(SOURCE RECORDS begins)
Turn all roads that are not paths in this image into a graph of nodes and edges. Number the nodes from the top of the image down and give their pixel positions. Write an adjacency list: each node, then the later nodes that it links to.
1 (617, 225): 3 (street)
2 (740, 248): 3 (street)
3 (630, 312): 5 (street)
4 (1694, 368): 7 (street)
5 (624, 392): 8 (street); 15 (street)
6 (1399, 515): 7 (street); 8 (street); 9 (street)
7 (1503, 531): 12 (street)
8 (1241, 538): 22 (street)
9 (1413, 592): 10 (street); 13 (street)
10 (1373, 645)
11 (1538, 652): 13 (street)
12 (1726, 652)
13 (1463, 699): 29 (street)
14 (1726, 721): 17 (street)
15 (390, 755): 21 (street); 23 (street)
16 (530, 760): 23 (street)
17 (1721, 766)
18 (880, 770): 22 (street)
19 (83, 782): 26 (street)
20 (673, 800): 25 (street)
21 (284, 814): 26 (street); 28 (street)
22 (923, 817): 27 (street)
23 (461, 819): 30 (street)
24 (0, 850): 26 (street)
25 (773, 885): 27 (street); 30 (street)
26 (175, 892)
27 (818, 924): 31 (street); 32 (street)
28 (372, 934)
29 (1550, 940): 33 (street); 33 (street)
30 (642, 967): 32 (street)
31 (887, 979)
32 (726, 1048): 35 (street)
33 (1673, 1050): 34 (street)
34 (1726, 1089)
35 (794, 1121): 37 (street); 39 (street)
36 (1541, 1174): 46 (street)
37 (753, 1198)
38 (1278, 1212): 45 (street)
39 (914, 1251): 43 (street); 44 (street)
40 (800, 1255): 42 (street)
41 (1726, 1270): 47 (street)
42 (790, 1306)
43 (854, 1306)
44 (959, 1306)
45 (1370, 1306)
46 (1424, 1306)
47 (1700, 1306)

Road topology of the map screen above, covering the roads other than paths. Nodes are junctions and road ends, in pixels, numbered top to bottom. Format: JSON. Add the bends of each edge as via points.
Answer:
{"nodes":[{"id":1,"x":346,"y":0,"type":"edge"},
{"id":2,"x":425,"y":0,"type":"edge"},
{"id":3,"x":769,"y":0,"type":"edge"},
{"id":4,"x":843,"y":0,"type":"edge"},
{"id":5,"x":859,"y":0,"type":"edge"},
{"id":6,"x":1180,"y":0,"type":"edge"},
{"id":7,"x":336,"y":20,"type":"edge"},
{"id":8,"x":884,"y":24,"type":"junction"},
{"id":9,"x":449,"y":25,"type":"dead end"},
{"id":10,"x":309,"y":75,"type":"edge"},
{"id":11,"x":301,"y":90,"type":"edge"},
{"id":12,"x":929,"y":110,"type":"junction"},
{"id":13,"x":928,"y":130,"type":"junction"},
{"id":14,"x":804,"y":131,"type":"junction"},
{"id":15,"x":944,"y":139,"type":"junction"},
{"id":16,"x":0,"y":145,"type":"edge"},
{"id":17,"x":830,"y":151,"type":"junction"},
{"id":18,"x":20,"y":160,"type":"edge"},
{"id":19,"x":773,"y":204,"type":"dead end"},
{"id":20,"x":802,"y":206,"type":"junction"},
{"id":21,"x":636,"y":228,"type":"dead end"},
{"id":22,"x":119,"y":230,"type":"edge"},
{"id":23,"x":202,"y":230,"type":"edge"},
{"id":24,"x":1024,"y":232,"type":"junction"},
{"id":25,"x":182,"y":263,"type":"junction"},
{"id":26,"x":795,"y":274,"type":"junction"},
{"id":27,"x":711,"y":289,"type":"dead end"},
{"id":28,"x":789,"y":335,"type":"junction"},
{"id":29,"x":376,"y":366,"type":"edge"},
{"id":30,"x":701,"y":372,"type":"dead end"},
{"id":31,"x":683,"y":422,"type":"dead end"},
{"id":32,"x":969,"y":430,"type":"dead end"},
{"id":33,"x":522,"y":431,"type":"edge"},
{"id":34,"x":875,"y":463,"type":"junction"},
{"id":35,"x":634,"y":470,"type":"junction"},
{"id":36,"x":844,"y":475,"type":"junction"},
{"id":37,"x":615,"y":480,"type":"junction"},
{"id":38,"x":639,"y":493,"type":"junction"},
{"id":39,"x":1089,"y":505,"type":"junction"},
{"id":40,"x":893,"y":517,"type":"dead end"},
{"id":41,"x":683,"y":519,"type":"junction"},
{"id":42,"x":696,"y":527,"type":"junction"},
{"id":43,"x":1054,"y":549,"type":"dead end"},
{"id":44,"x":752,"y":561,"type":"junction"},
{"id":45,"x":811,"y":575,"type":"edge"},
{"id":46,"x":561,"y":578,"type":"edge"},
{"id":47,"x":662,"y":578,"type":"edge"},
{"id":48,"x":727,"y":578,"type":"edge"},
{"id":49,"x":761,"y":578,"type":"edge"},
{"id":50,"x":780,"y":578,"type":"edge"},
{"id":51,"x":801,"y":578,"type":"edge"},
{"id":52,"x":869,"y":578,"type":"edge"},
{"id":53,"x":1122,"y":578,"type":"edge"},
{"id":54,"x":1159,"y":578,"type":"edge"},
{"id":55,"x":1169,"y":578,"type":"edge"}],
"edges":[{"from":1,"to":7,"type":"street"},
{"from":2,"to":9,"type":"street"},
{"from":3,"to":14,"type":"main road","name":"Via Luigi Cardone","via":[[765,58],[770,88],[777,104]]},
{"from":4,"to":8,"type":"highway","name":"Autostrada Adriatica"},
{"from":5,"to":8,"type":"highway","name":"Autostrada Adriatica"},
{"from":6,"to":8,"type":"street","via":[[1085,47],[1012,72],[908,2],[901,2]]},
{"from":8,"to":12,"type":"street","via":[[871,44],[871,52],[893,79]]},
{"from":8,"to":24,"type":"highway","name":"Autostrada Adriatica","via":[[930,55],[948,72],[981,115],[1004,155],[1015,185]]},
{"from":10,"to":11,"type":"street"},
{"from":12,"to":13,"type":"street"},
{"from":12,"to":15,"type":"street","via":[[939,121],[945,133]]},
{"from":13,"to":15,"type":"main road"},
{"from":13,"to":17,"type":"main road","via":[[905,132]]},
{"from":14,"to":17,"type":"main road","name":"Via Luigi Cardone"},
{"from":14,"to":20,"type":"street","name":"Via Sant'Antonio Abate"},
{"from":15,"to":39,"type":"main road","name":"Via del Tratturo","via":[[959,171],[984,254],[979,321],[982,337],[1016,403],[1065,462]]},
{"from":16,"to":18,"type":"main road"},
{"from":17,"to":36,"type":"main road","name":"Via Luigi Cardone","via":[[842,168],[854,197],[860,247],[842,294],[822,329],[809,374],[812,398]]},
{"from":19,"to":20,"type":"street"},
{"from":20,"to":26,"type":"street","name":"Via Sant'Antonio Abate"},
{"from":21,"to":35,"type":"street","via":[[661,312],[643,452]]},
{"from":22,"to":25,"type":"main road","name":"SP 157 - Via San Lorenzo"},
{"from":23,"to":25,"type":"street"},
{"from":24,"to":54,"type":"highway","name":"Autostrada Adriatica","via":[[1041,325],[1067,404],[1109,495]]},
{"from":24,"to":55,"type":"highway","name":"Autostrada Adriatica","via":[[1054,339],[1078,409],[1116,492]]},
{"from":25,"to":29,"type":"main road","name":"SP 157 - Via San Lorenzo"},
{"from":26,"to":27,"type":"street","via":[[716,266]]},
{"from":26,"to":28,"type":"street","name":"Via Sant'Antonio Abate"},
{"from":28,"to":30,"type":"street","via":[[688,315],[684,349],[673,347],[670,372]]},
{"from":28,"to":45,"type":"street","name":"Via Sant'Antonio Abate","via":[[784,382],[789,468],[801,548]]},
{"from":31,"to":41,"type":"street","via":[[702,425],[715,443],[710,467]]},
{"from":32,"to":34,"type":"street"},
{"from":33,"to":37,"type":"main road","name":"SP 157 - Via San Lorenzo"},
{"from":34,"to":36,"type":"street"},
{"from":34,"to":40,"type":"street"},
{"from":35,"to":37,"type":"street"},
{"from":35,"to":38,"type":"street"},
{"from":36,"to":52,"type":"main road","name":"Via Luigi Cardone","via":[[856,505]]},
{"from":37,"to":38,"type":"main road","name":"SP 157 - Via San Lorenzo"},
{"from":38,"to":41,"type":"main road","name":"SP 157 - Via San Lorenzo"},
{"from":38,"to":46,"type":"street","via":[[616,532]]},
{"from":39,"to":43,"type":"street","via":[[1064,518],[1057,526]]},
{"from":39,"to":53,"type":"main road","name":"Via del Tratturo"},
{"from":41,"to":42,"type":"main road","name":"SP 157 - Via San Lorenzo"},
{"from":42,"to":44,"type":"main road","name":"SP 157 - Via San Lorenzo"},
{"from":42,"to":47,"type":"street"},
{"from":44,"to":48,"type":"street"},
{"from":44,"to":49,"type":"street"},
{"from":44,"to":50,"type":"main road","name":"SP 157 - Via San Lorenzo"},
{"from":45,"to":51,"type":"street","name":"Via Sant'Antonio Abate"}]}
(SOURCE RECORDS ends)
• **TASK TO COMPLETE**
From the first line of the records to the line containing "Road topology of", inclusive, transcribe everything exactly and leave out the rest.

• **RESPONSE**
Turn all roads that are not paths in this image into a graph of nodes and edges. Number the nodes from the top of the image down and give their pixel positions. Write an adjacency list: each node, then the later nodes that it links to.
1 (617, 225): 3 (street)
2 (740, 248): 3 (street)
3 (630, 312): 5 (street)
4 (1694, 368): 7 (street)
5 (624, 392): 8 (street); 15 (street)
6 (1399, 515): 7 (street); 8 (street); 9 (street)
7 (1503, 531): 12 (street)
8 (1241, 538): 22 (street)
9 (1413, 592): 10 (street); 13 (street)
10 (1373, 645)
11 (1538, 652): 13 (street)
12 (1726, 652)
13 (1463, 699): 29 (street)
14 (1726, 721): 17 (street)
15 (390, 755): 21 (street); 23 (street)
16 (530, 760): 23 (street)
17 (1721, 766)
18 (880, 770): 22 (street)
19 (83, 782): 26 (street)
20 (673, 800): 25 (street)
21 (284, 814): 26 (street); 28 (street)
22 (923, 817): 27 (street)
23 (461, 819): 30 (street)
24 (0, 850): 26 (street)
25 (773, 885): 27 (street); 30 (street)
26 (175, 892)
27 (818, 924): 31 (street); 32 (street)
28 (372, 934)
29 (1550, 940): 33 (street); 33 (street)
30 (642, 967): 32 (street)
31 (887, 979)
32 (726, 1048): 35 (street)
33 (1673, 1050): 34 (street)
34 (1726, 1089)
35 (794, 1121): 37 (street); 39 (street)
36 (1541, 1174): 46 (street)
37 (753, 1198)
38 (1278, 1212): 45 (street)
39 (914, 1251): 43 (street); 44 (street)
40 (800, 1255): 42 (street)
41 (1726, 1270): 47 (street)
42 (790, 1306)
43 (854, 1306)
44 (959, 1306)
45 (1370, 1306)
46 (1424, 1306)
47 (1700, 1306)

Road topology of the map screen above, covering the roads other than paths. Nodes are junctions and road ends, in pixels, numbered top to bottom. Format: JSON. Add the bends of each edge as via points.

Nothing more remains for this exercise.